What you need to do.
Could every line below be written out exactly as it appears?

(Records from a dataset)
'''

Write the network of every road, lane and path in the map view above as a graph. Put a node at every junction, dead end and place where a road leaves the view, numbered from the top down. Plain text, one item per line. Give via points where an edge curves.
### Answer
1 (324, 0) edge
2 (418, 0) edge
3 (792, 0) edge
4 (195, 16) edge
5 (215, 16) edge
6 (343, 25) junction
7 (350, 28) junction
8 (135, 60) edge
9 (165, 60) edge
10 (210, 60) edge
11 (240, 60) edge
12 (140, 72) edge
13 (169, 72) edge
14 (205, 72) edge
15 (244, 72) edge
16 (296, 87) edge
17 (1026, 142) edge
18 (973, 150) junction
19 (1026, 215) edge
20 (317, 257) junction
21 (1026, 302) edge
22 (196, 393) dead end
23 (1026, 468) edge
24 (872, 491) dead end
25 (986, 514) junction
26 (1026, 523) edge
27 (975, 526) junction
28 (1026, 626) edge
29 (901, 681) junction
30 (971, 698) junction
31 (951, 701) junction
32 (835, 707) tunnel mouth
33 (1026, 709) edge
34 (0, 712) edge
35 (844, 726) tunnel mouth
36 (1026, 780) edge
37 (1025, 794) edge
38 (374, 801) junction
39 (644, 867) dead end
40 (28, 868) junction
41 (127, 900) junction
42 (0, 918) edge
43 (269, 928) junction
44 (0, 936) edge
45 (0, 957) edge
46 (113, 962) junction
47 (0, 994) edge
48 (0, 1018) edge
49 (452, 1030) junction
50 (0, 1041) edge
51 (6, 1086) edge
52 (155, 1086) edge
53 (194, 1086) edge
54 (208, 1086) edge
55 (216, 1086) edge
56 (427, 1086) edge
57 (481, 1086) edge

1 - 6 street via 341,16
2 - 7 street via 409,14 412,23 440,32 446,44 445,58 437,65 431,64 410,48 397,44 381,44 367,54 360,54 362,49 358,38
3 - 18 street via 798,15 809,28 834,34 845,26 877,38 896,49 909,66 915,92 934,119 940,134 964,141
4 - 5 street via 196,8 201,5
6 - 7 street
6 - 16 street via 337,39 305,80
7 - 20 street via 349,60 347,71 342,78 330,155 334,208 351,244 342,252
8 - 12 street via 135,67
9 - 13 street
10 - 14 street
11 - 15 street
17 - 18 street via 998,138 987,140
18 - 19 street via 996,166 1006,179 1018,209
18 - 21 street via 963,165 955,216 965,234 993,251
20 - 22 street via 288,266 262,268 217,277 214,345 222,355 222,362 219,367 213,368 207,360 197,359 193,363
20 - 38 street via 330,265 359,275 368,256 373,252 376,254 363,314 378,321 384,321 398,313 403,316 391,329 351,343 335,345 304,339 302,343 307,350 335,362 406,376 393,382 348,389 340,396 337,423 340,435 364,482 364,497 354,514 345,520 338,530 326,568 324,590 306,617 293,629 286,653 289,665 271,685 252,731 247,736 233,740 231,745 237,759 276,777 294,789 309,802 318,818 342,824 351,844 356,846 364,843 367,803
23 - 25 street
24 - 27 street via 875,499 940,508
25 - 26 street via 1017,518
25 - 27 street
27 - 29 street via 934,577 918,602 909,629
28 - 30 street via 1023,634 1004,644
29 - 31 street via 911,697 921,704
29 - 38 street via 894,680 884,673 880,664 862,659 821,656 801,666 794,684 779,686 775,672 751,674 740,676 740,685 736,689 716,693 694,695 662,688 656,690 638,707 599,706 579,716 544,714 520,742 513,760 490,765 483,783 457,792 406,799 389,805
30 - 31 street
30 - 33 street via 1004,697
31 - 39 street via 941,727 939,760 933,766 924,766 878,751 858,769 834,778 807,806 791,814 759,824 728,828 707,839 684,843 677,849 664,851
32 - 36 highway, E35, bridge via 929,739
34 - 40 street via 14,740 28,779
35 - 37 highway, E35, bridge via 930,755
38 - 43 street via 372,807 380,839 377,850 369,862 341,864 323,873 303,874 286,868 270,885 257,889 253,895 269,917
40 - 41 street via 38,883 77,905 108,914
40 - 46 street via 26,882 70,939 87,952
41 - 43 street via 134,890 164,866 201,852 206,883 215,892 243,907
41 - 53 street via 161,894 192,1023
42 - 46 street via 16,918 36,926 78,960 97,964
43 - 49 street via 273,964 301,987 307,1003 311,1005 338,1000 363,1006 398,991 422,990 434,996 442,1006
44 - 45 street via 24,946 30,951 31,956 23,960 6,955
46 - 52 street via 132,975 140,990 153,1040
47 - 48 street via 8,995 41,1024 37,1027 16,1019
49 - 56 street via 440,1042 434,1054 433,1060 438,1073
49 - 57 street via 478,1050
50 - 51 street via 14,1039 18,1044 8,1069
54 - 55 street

'''

Task result.
Write the network of every road, lane and path in the map view above as a graph. Put a node at every junction, dead end and place where a road leaves the view, numbered from the top down. Plain text, one item per line. Give via points where an edge curves.
### Answer
1 (324, 0) edge
2 (418, 0) edge
3 (792, 0) edge
4 (195, 16) edge
5 (215, 16) edge
6 (343, 25) junction
7 (350, 28) junction
8 (135, 60) edge
9 (165, 60) edge
10 (210, 60) edge
11 (240, 60) edge
12 (140, 72) edge
13 (169, 72) edge
14 (205, 72) edge
15 (244, 72) edge
16 (296, 87) edge
17 (1026, 142) edge
18 (973, 150) junction
19 (1026, 215) edge
20 (317, 257) junction
21 (1026, 302) edge
22 (196, 393) dead end
23 (1026, 468) edge
24 (872, 491) dead end
25 (986, 514) junction
26 (1026, 523) edge
27 (975, 526) junction
28 (1026, 626) edge
29 (901, 681) junction
30 (971, 698) junction
31 (951, 701) junction
32 (835, 707) tunnel mouth
33 (1026, 709) edge
34 (0, 712) edge
35 (844, 726) tunnel mouth
36 (1026, 780) edge
37 (1025, 794) edge
38 (374, 801) junction
39 (644, 867) dead end
40 (28, 868) junction
41 (127, 900) junction
42 (0, 918) edge
43 (269, 928) junction
44 (0, 936) edge
45 (0, 957) edge
46 (113, 962) junction
47 (0, 994) edge
48 (0, 1018) edge
49 (452, 1030) junction
50 (0, 1041) edge
51 (6, 1086) edge
52 (155, 1086) edge
53 (194, 1086) edge
54 (208, 1086) edge
55 (216, 1086) edge
56 (427, 1086) edge
57 (481, 1086) edge

1 - 6 street via 341,16
2 - 7 street via 409,14 412,23 440,32 446,44 445,58 437,65 431,64 410,48 397,44 381,44 367,54 360,54 362,49 358,38
3 - 18 street via 798,15 809,28 834,34 845,26 877,38 896,49 909,66 915,92 934,119 940,134 964,141
4 - 5 street via 196,8 201,5
6 - 7 street
6 - 16 street via 337,39 305,80
7 - 20 street via 349,60 347,71 342,78 330,155 334,208 351,244 342,252
8 - 12 street via 135,67
9 - 13 street
10 - 14 street
11 - 15 street
17 - 18 street via 998,138 987,140
18 - 19 street via 996,166 1006,179 1018,209
18 - 21 street via 963,165 955,216 965,234 993,251
20 - 22 street via 288,266 262,268 217,277 214,345 222,355 222,362 219,367 213,368 207,360 197,359 193,363
20 - 38 street via 330,265 359,275 368,256 373,252 376,254 363,314 378,321 384,321 398,313 403,316 391,329 351,343 335,345 304,339 302,343 307,350 335,362 406,376 393,382 348,389 340,396 337,423 340,435 364,482 364,497 354,514 345,520 338,530 326,568 324,590 306,617 293,629 286,653 289,665 271,685 252,731 247,736 233,740 231,745 237,759 276,777 294,789 309,802 318,818 342,824 351,844 356,846 364,843 367,803
23 - 25 street
24 - 27 street via 875,499 940,508
25 - 26 street via 1017,518
25 - 27 street
27 - 29 street via 934,577 918,602 909,629
28 - 30 street via 1023,634 1004,644
29 - 31 street via 911,697 921,704
29 - 38 street via 894,680 884,673 880,664 862,659 821,656 801,666 794,684 779,686 775,672 751,674 740,676 740,685 736,689 716,693 694,695 662,688 656,690 638,707 599,706 579,716 544,714 520,742 513,760 490,765 483,783 457,792 406,799 389,805
30 - 31 street
30 - 33 street via 1004,697
31 - 39 street via 941,727 939,760 933,766 924,766 878,751 858,769 834,778 807,806 791,814 759,824 728,828 707,839 684,843 677,849 664,851
32 - 36 highway, E35, bridge via 929,739
34 - 40 street via 14,740 28,779
35 - 37 highway, E35, bridge via 930,755
38 - 43 street via 372,807 380,839 377,850 369,862 341,864 323,873 303,874 286,868 270,885 257,889 253,895 269,917
40 - 41 street via 38,883 77,905 108,914
40 - 46 street via 26,882 70,939 87,952
41 - 43 street via 134,890 164,866 201,852 206,883 215,892 243,907
41 - 53 street via 161,894 192,1023
42 - 46 street via 16,918 36,926 78,960 97,964
43 - 49 street via 273,964 301,987 307,1003 311,1005 338,1000 363,1006 398,991 422,990 434,996 442,1006
44 - 45 street via 24,946 30,951 31,956 23,960 6,955
46 - 52 street via 132,975 140,990 153,1040
47 - 48 street via 8,995 41,1024 37,1027 16,1019
49 - 56 street via 440,1042 434,1054 433,1060 438,1073
49 - 57 street via 478,1050
50 - 51 street via 14,1039 18,1044 8,1069
54 - 55 street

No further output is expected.